Medical researchers, data scientists, and quality-control engineers all rely on conditional probability because raw percentages can be misleading when the population is divided into important subgroups.
Several ideas in this topic look similar but mean different things, and [Figure 3] helps separate two of the most commonly confused relationships. Careful reading of notation and context is essential.
First, \(P(A\mid B)\) is not usually the same as \(P(B\mid A)\). For example, the probability that a student is left-handed given that the student plays tennis is not the same as the probability that a student plays tennis given that the student is left-handed. The same two events are involved, but the conditioning group changes.
Second, mutually exclusive events are not the same as independent events. Mutually exclusive events cannot happen together, so \(P(A\cap B)=0\). If both events have positive probability, then that cannot equal \(P(A)P(B)\), so the events are not independent.

For instance, when rolling one die, let \(A\) be "the result is even" and \(B\) be "the result is odd." These are mutually exclusive because no roll is both even and odd. But they are not independent, because if you know the result is even, then the probability it is odd becomes \(0\), not \(P(B)=\dfrac{1}{2}\).
Third, a conditional probability is undefined if the condition has probability \(0\). You cannot calculate \(P(A\mid B)\) by dividing by \(0\). In practical terms, if event \(B\) never occurs, there is no restricted group to examine.
Finally, independence is about probability, not cause. Two events can be dependent without one causing the other, and two events can be independent even if they happen in the same setting. What matters is whether knowing one event changes the probability of the other. That distinction is easier to keep in mind if you compare the two visual cases in [Figure 3].

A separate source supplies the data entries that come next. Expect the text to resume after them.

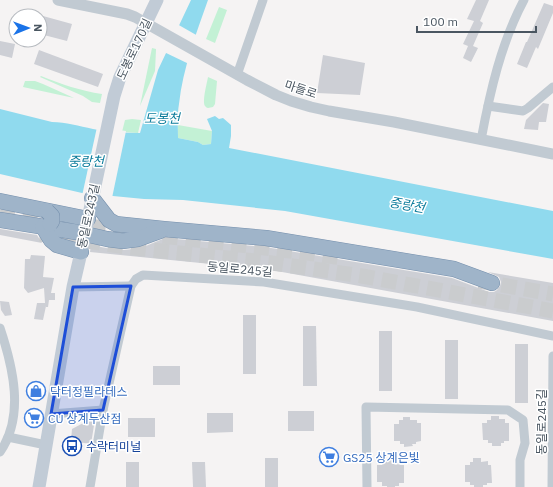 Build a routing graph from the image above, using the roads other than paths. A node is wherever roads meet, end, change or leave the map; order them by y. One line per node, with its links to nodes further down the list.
1 (58, 0): 5 (street, 마들로)
2 (157, 0): 5 (main road, 도봉로170길)
3 (263, 0): 6 (street)
4 (524, 0): 9 (street)
5 (146, 23): 6 (street, 마들로); 8 (main road, 도봉로170길)
6 (237, 75): 10 (street, 마들로)
7 (553, 87): 9 (street)
8 (114, 98): 12 (main road, 동일로243길)
9 (488, 106): 10 (street)
10 (481, 140): 11 (street, 마들로)
11 (553, 154)
12 (92, 198): 16 (main road, 동일로243길); 17 (highway)
13 (0, 201): 15 (highway)
14 (0, 220): 15 (highway)
15 (47, 220): 16 (highway); 18 (highway)
16 (86, 228): 17 (highway); 18 (main road, 동일로243길)
17 (161, 230): 19 (highway)
18 (81, 252): 21 (main road, 동일로243길)
19 (492, 283)
20 (131, 286): 21 (street); 23 (street, 동일로245길); 25 (street)
21 (73, 287): 26 (main road, 동일로243길)
22 (0, 328): 27 (street)
23 (553, 336)
24 (553, 356): 34 (street, 동일로245길)
25 (103, 410): 26 (street); 31 (street)
26 (51, 414): 28 (main road, 동일로243길)
27 (8, 437): 28 (street); 29 (street)
28 (46, 444): 30 (main road, 동일로243길)
29 (0, 452)
30 (39, 487)
31 (90, 487)
32 (367, 487): 33 (street)
33 (520, 487)
34 (552, 487)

In sports, analysts ask questions such as the probability a basketball player makes a shot given that the defender is within a certain distance. In economics, a researcher may study the probability of loan default given a borrower's income bracket. In meteorology, scientists examine the probability of flooding given a specific pattern of rainfall.

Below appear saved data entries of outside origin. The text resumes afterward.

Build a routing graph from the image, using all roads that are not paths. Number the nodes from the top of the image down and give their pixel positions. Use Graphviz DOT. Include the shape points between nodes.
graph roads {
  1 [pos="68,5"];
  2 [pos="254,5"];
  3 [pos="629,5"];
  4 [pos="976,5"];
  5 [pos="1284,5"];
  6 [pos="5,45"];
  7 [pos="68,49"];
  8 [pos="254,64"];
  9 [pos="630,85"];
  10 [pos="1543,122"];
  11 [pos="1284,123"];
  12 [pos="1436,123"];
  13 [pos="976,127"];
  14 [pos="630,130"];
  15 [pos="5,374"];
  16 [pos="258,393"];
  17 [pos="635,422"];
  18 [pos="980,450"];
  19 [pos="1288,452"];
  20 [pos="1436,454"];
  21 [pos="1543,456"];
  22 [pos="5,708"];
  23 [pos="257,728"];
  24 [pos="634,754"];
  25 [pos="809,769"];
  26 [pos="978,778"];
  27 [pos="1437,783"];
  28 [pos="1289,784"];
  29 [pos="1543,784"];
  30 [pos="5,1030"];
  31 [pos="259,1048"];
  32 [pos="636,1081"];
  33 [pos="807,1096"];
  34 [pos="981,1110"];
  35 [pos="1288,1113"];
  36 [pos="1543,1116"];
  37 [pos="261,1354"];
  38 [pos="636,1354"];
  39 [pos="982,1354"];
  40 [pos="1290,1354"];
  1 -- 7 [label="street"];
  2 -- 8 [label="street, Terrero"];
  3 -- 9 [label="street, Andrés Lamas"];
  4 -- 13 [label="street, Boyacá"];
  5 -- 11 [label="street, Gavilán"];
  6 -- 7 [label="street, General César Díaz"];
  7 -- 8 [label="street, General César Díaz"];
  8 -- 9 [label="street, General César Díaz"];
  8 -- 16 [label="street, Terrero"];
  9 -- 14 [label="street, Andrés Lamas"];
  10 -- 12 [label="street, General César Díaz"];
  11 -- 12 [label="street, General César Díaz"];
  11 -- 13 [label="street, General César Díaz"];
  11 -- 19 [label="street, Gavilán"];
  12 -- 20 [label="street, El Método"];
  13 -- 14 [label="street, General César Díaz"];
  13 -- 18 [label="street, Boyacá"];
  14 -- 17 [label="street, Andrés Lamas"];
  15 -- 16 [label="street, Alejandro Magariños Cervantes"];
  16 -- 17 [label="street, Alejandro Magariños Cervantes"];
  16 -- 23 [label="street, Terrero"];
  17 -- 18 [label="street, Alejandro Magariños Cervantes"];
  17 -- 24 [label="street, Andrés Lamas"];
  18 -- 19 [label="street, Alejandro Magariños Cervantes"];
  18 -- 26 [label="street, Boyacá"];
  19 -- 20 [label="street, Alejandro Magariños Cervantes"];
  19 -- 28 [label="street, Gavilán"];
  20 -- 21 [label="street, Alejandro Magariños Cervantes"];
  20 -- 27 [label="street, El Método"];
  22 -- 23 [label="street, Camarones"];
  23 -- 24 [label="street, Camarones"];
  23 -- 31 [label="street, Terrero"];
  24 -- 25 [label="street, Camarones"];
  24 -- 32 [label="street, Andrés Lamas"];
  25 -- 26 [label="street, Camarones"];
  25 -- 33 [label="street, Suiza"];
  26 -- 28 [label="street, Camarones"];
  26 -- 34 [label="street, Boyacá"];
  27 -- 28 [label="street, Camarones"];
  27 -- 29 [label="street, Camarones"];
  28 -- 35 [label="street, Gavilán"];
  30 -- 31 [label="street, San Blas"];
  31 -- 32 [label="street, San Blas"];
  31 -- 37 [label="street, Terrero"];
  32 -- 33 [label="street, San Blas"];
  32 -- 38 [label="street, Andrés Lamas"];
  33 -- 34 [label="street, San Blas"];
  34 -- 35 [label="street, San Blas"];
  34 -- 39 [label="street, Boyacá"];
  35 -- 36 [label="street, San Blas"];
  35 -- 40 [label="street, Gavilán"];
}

Manufacturing provides another powerful example. Suppose event \(A\) is "a product is defective" and event \(B\) is "it was made on machine \(2\)." Then \(P(A\mid B)\) helps identify whether machine \(2\) has a quality problem. If \(P(A\mid B)\) is much larger than \(P(A)\), that suggests products from that machine need closer inspection.
Survey data also depend heavily on conditional probability. A political poll may report the probability a voter supports a policy given age group, region, or education level. These conditional probabilities often reveal patterns hidden by overall averages.
Even digital recommendation systems rely on related ideas. Streaming platforms estimate the probability that a user will watch a certain show given what they have already watched. The algorithm effectively updates probabilities using conditions provided by earlier behavior.
Whenever you see the word "given," pause and ask which event has become the new sample space. That one question prevents many mistakes.
The main conditional probability formula is
\[P(A\mid B)=\frac{P(A\cap B)}{P(B)}\]
If conditioning on \(B\) leaves the probability of \(A\) unchanged, then \(A\) and \(B\) are independent. In symbols, independence means
\[P(A\mid B)=P(A)\quad \textrm{and} \quad P(B\mid A)=P(B)\]
and this is equivalent to
\[P(A\cap B)=P(A)P(B)\]
These ideas turn raw data into meaningful interpretation. They help answer not just "How likely is it?" but "How likely is it once we know something important?"